1. A polyurethane elastomer comprising

a) At least one selected from the group consisting of diisocyanates and polyisocyanates;

b) at least one polyester polyol having an OH number of 20 to 280 and a functionality of 1.8 to 2.4, and optionally

c) At least one member selected from the group consisting of polyether polyols and polyether ester polyols having an OH number of 10 to 149 and a functionality of 2 to 8, and

d) optionally at least one member selected from the group consisting of (i) chain extenders having a molecular weight of less than 800, and (ii) crosslinking agents having an OH number of 150-1870,

in that

e) At least one kind of amine catalyst is used,

f) at least one selected from the group consisting of (i) esters of monocarboxylic acids, and (ii) esters of polycarboxylic acids having a dissociation constant or first dissociation constant pK value of 0.5 to 4, said esters of polycarboxylic acids (ii) containing a polycarboxylic acid residue selected from the group consisting of oxalic acid, malonic acid, maleic acid, fumaric acid, citric acid, phthalic acid, 1, 2, 4-trimellitic acid, 1, 2, 4, 5-pyromellitic acid, and said esters of polycarboxylic acids (ii) containing at least one alcohol residue selected from the group consisting of methanol, ethanol, n-propanol, isopropanol, n-butanol, isobutanol, tert-butanol and phenol,

g) optionally a blowing agent, and

h) optionally at least one additive selected from the group consisting of emulsifiers, foam stabilizers, cell regulators, flame retardants, nucleating agents, antioxidants, lubricants, mold release agents, colorants, dispersants, pigments, reaction retarders, anti-aging stabilizers, plasticizers, fungistats and antibacterial agents, in the presence of a reaction product, wherein the ratio of the number of ester groups in component f) to the number of amino groups in component e) is at most 1.0.

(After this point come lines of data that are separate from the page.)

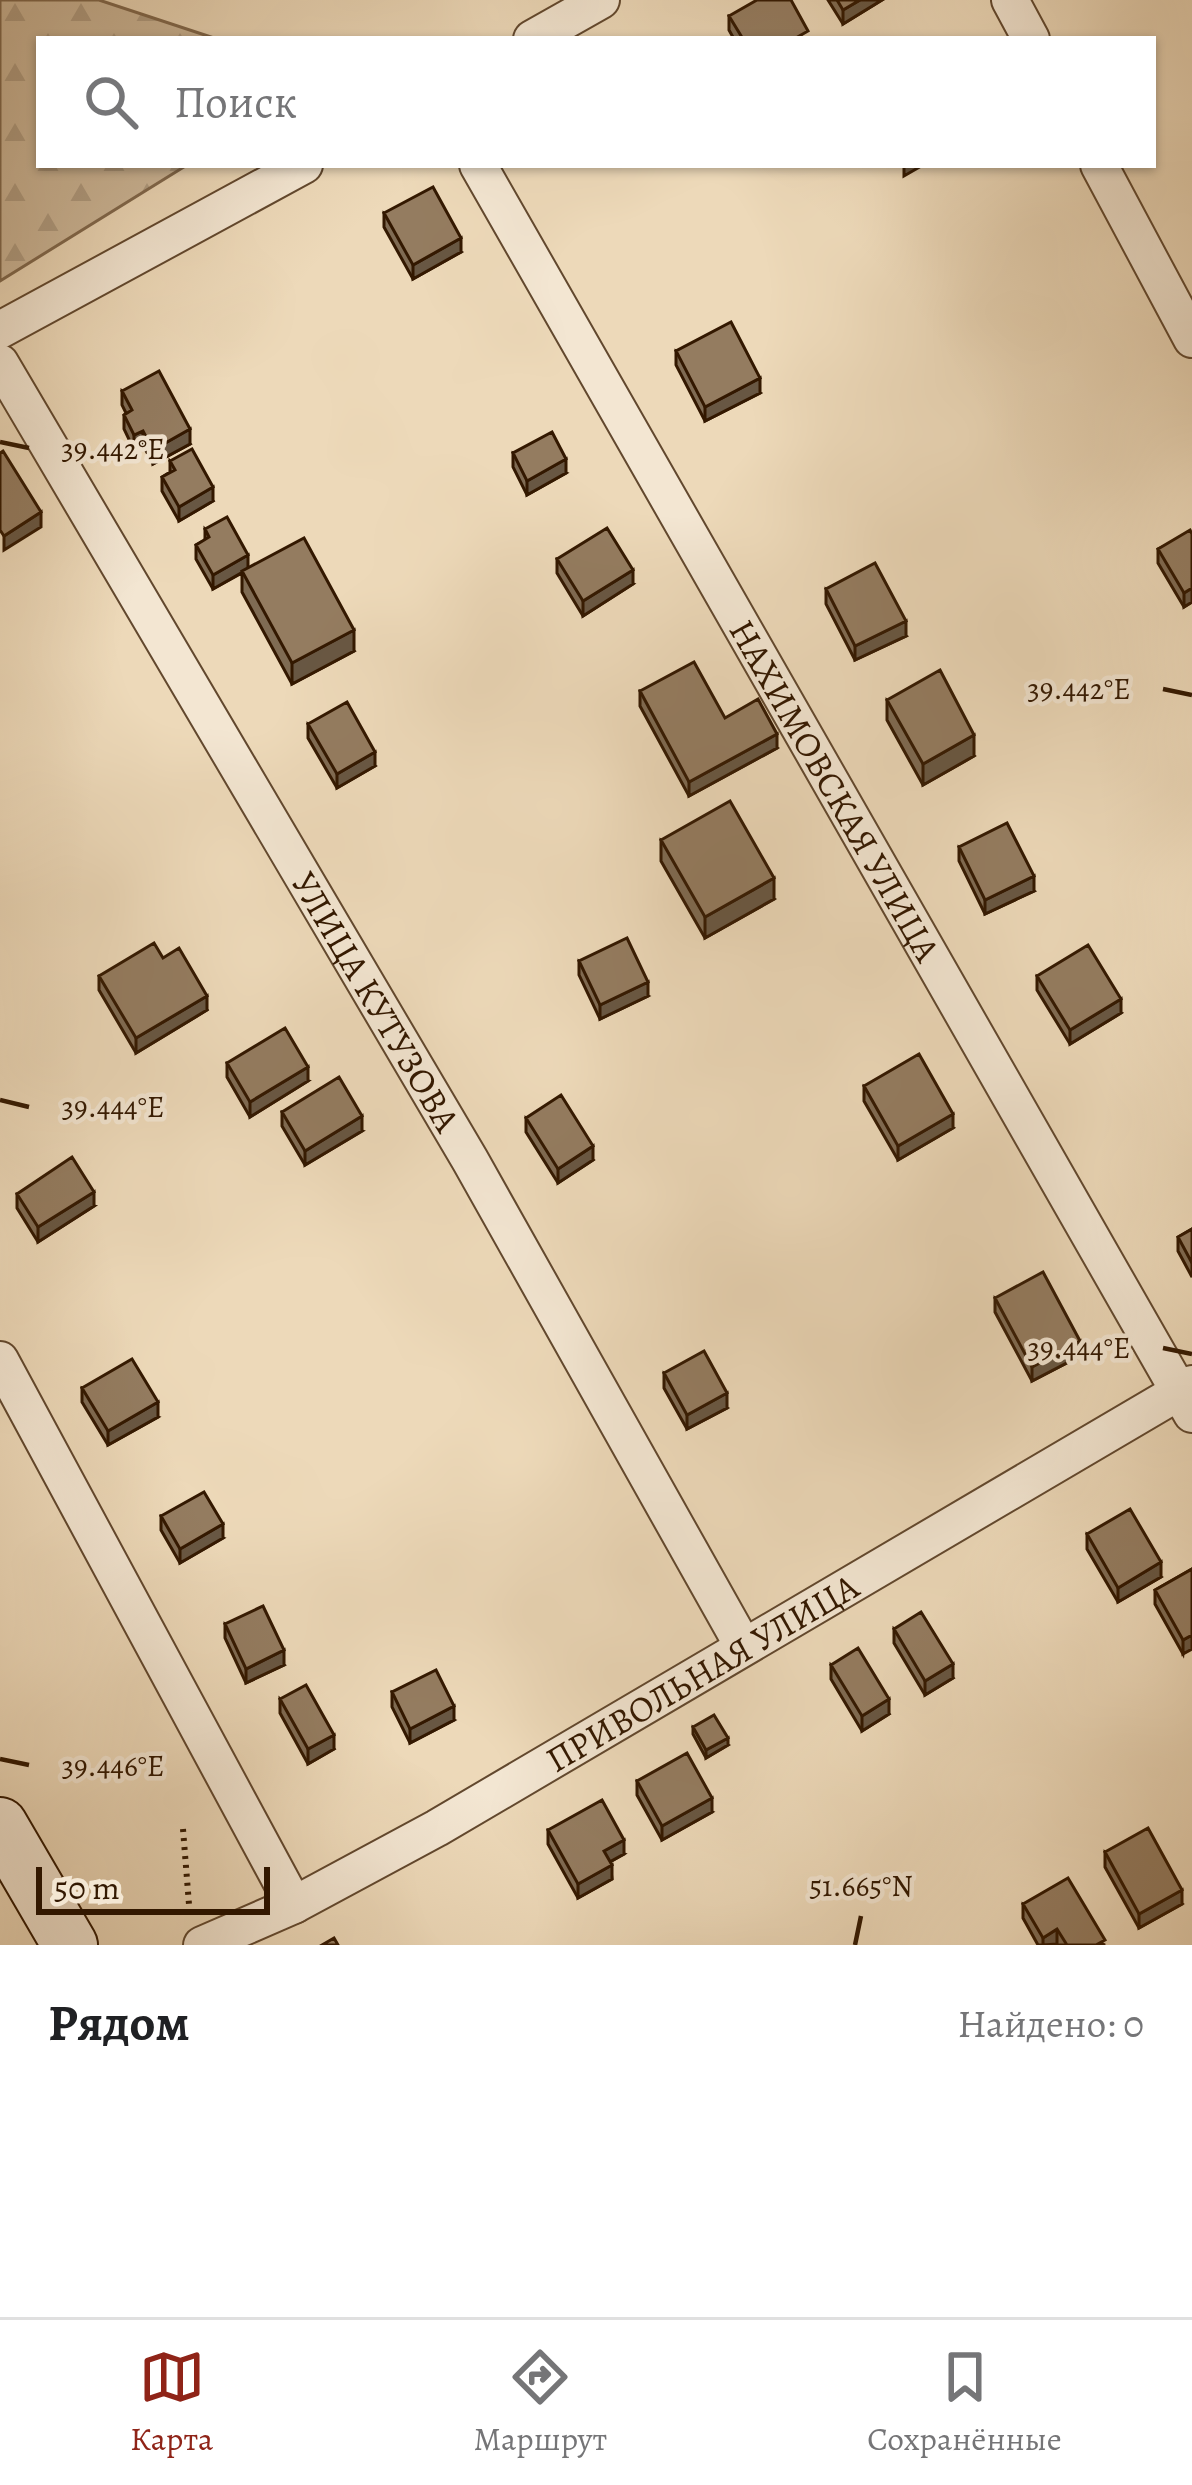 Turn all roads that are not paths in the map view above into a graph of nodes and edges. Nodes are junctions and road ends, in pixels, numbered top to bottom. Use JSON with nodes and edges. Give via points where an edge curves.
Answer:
{"nodes":[{"id":1,"x":601,"y":0,"type":"edge"},
{"id":2,"x":1010,"y":0,"type":"edge"},
{"id":3,"x":537,"y":36,"type":"edge"},
{"id":4,"x":1029,"y":36,"type":"edge"},
{"id":5,"x":298,"y":168,"type":"edge"},
{"id":6,"x":480,"y":168,"type":"edge"},
{"id":7,"x":1101,"y":168,"type":"edge"},
{"id":8,"x":0,"y":330,"type":"edge"},
{"id":9,"x":1192,"y":340,"type":"edge"},
{"id":10,"x":0,"y":363,"type":"edge"},
{"id":11,"x":0,"y":1360,"type":"edge"},
{"id":12,"x":1188,"y":1396,"type":"edge"},
{"id":13,"x":742,"y":1644,"type":"junction"},
{"id":14,"x":0,"y":1825,"type":"edge"},
{"id":15,"x":294,"y":1906,"type":"junction"},
{"id":16,"x":196,"y":1933,"type":"edge"},
{"id":17,"x":70,"y":1945,"type":"edge"}],
"edges":[{"from":1,"to":3,"type":"street"},
{"from":2,"to":4,"type":"street"},
{"from":5,"to":8,"type":"street"},
{"from":6,"to":12,"type":"street","name":"НАХИМОВСКАЯ УЛИЦА"},
{"from":7,"to":9,"type":"street"},
{"from":10,"to":13,"type":"street","name":"УЛИЦА КУТУЗОВА","via":[[470,1160]]},
{"from":11,"to":15,"type":"street"},
{"from":12,"to":13,"type":"street","name":"ПРИВОЛЬНАЯ УЛИЦА"},
{"from":13,"to":15,"type":"street","name":"ПРИВОЛЬНАЯ УЛИЦА"},
{"from":14,"to":17,"type":"main road"},
{"from":15,"to":16,"type":"street","name":"ПРИВОЛЬНАЯ УЛИЦА"}]} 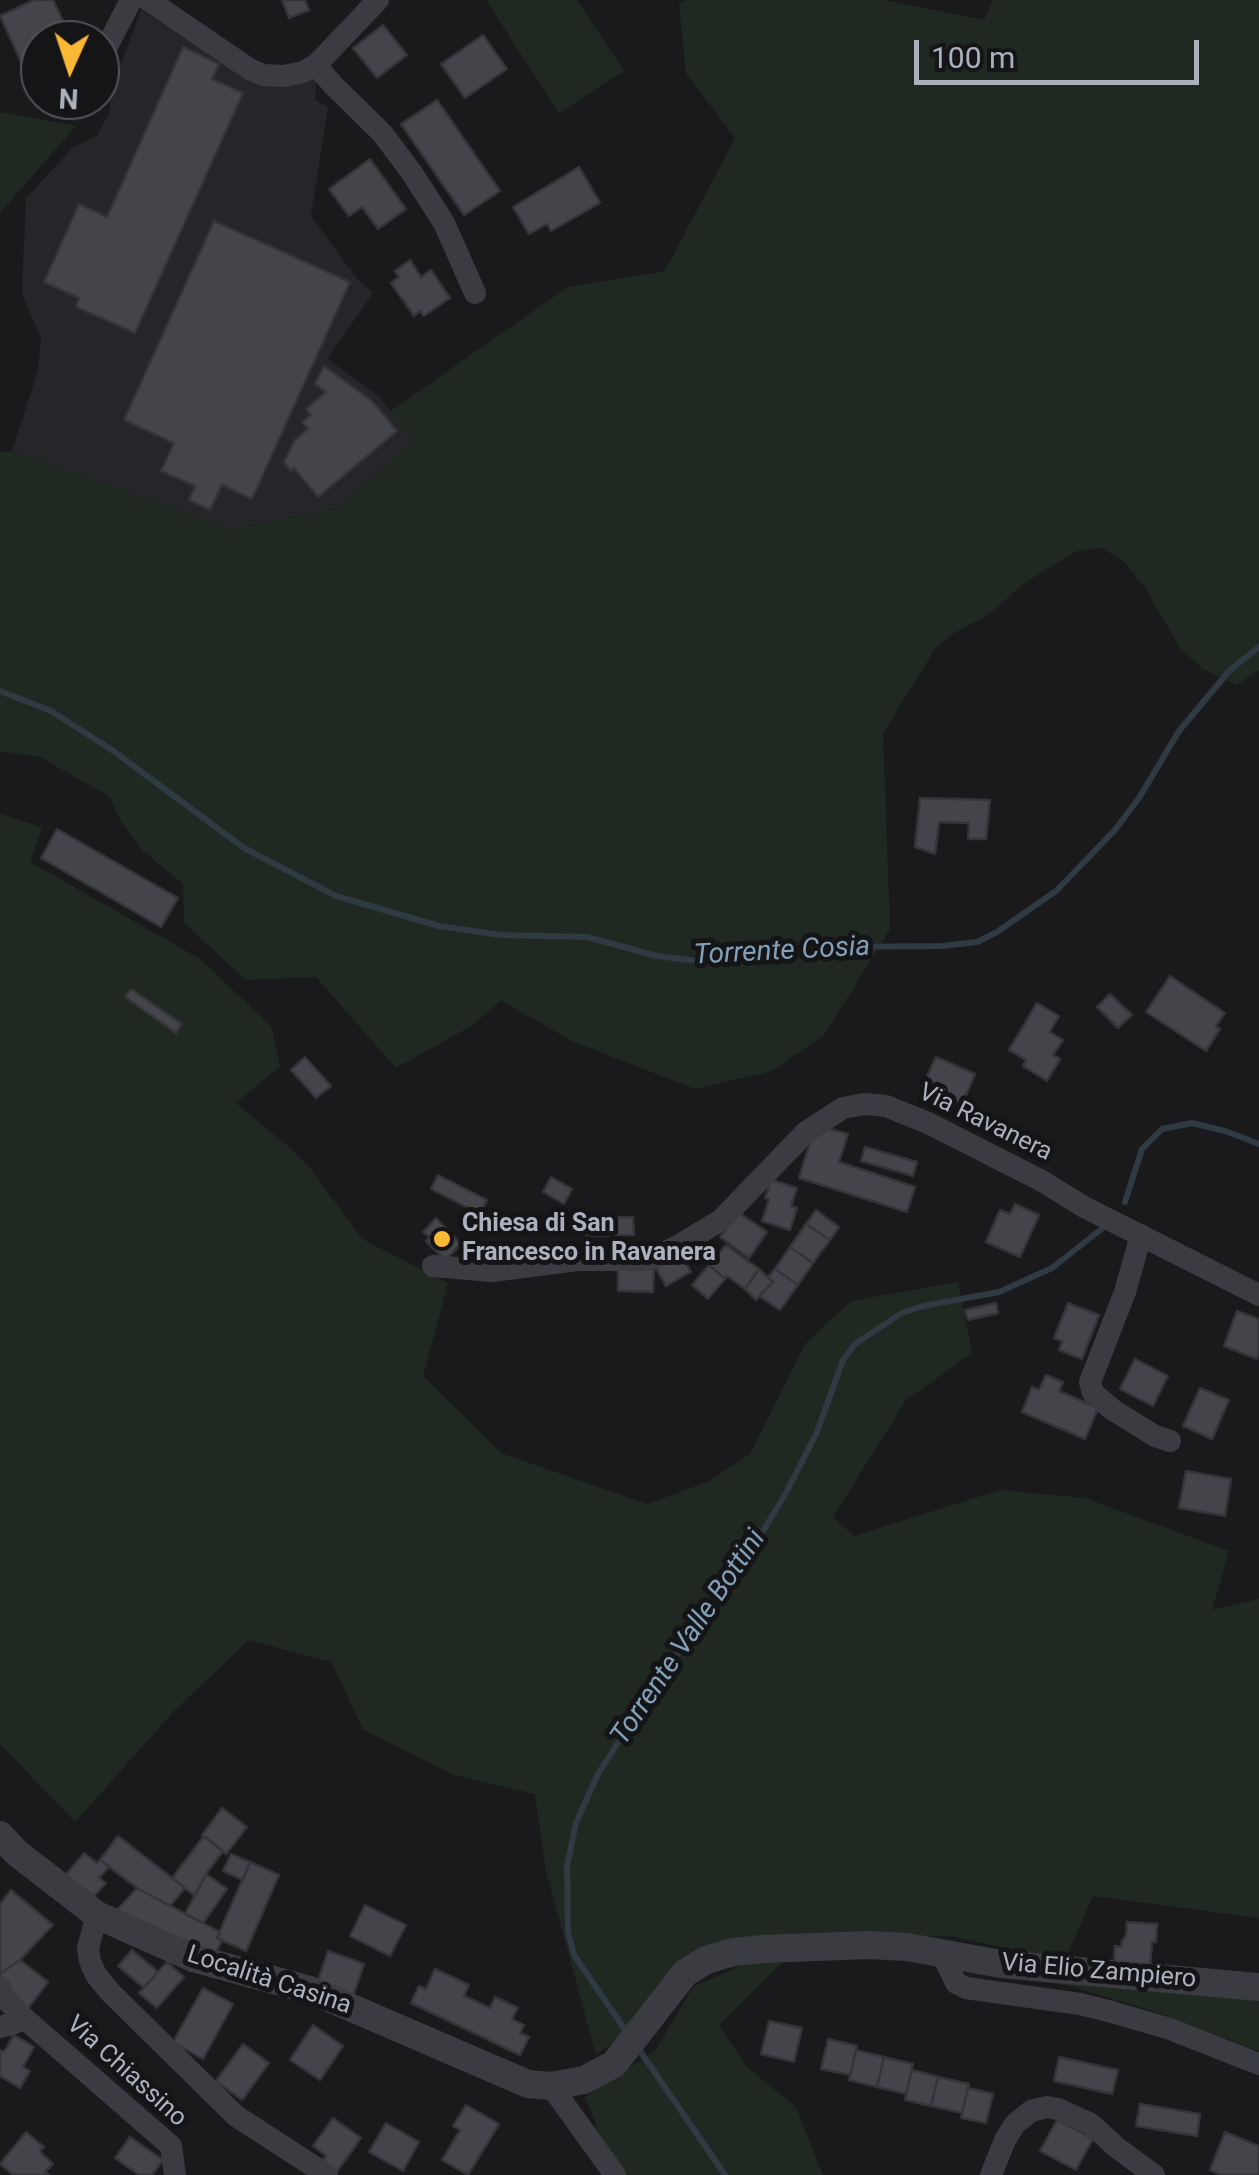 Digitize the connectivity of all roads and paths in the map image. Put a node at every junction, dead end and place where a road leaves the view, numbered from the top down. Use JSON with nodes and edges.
{"nodes":[{"id":1,"x":132,"y":0,"type":"edge"},
{"id":2,"x":148,"y":0,"type":"edge"},
{"id":3,"x":376,"y":1,"type":"edge"},
{"id":4,"x":120,"y":22,"type":"edge"},
{"id":5,"x":316,"y":64,"type":"junction"},
{"id":6,"x":475,"y":293,"type":"dead end"},
{"id":7,"x":1133,"y":1231,"type":"junction"},
{"id":8,"x":433,"y":1266,"type":"dead end"},
{"id":9,"x":1259,"y":1295,"type":"edge"},
{"id":10,"x":1170,"y":1442,"type":"dead end"},
{"id":11,"x":0,"y":1835,"type":"edge"},
{"id":12,"x":97,"y":1915,"type":"junction"},
{"id":13,"x":940,"y":1952,"type":"junction"},
{"id":14,"x":0,"y":1987,"type":"edge"},
{"id":15,"x":1259,"y":1987,"type":"edge"},
{"id":16,"x":24,"y":2018,"type":"junction"},
{"id":17,"x":0,"y":2027,"type":"edge"},
{"id":18,"x":1259,"y":2064,"type":"edge"},
{"id":19,"x":551,"y":2086,"type":"junction"},
{"id":20,"x":175,"y":2175,"type":"edge"},
{"id":21,"x":327,"y":2175,"type":"edge"},
{"id":22,"x":615,"y":2175,"type":"edge"},
{"id":23,"x":991,"y":2175,"type":"edge"},
{"id":24,"x":1154,"y":2175,"type":"edge"}],
"edges":[{"from":1,"to":4,"type":"street"},
{"from":2,"to":5,"type":"street"},
{"from":3,"to":5,"type":"street"},
{"from":5,"to":6,"type":"street"},
{"from":7,"to":8,"type":"street","name":"Via Ravanera"},
{"from":7,"to":9,"type":"street","name":"Via Ravanera"},
{"from":7,"to":10,"type":"street"},
{"from":11,"to":12,"type":"street","name":"Località Casina"},
{"from":12,"to":19,"type":"street","name":"Località Casina"},
{"from":12,"to":21,"type":"street"},
{"from":13,"to":15,"type":"street","name":"Via Elio Zampiero"},
{"from":13,"to":18,"type":"street"},
{"from":13,"to":19,"type":"street","name":"Via Elio Zampiero"},
{"from":14,"to":16,"type":"street"},
{"from":16,"to":17,"type":"street"},
{"from":16,"to":20,"type":"street","name":"Via Chiassino"},
{"from":19,"to":22,"type":"street"},
{"from":23,"to":24,"type":"street"}]}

2. The polyurethane elastomer according to claim 1, wherein component a) is the prepolymer reaction product of 4, 4' -diphenylmethane diisocyanate and a polyester polyol.

3. A molded body comprising the polyurethane elastomer of claim 1.

4. Use of the polyurethane elastomer according to claim 1 for the production of moulded bodies selected from the group consisting of rollers, elastic elements and shoe soles.

5. The polyurethane elastomer of claim 1, wherein the ester (i) of a monocarboxylic acid comprises the residue of a monocarboxylic acid selected from the group consisting of formic acid and α -naphthoic acid, and the ester (i) of a monocarboxylic acid comprises the residue of an alcohol selected from the group consisting of methanol, ethanol, n-propanol, isopropanol, n-butanol, isobutanol, t-butanol and phenol.

6. The polyurethane elastomer of claim 1, wherein the ester (i) of a monocarboxylic acid comprises at least one alcohol residue selected from the group consisting of methanol, ethanol, n-propanol, isopropanol, n-butanol, isobutanol and tert-butanol.

7. The polyurethane elastomer of claim 6, wherein the polycarboxylic acid of said ester of a polycarboxylic acid (ii) is oxalic acid.

8. The polyurethane elastomer according to claim 1, wherein the ratio of the number of esters in component f) to the number of amino groups in component e) is from 0.5 to 0.8.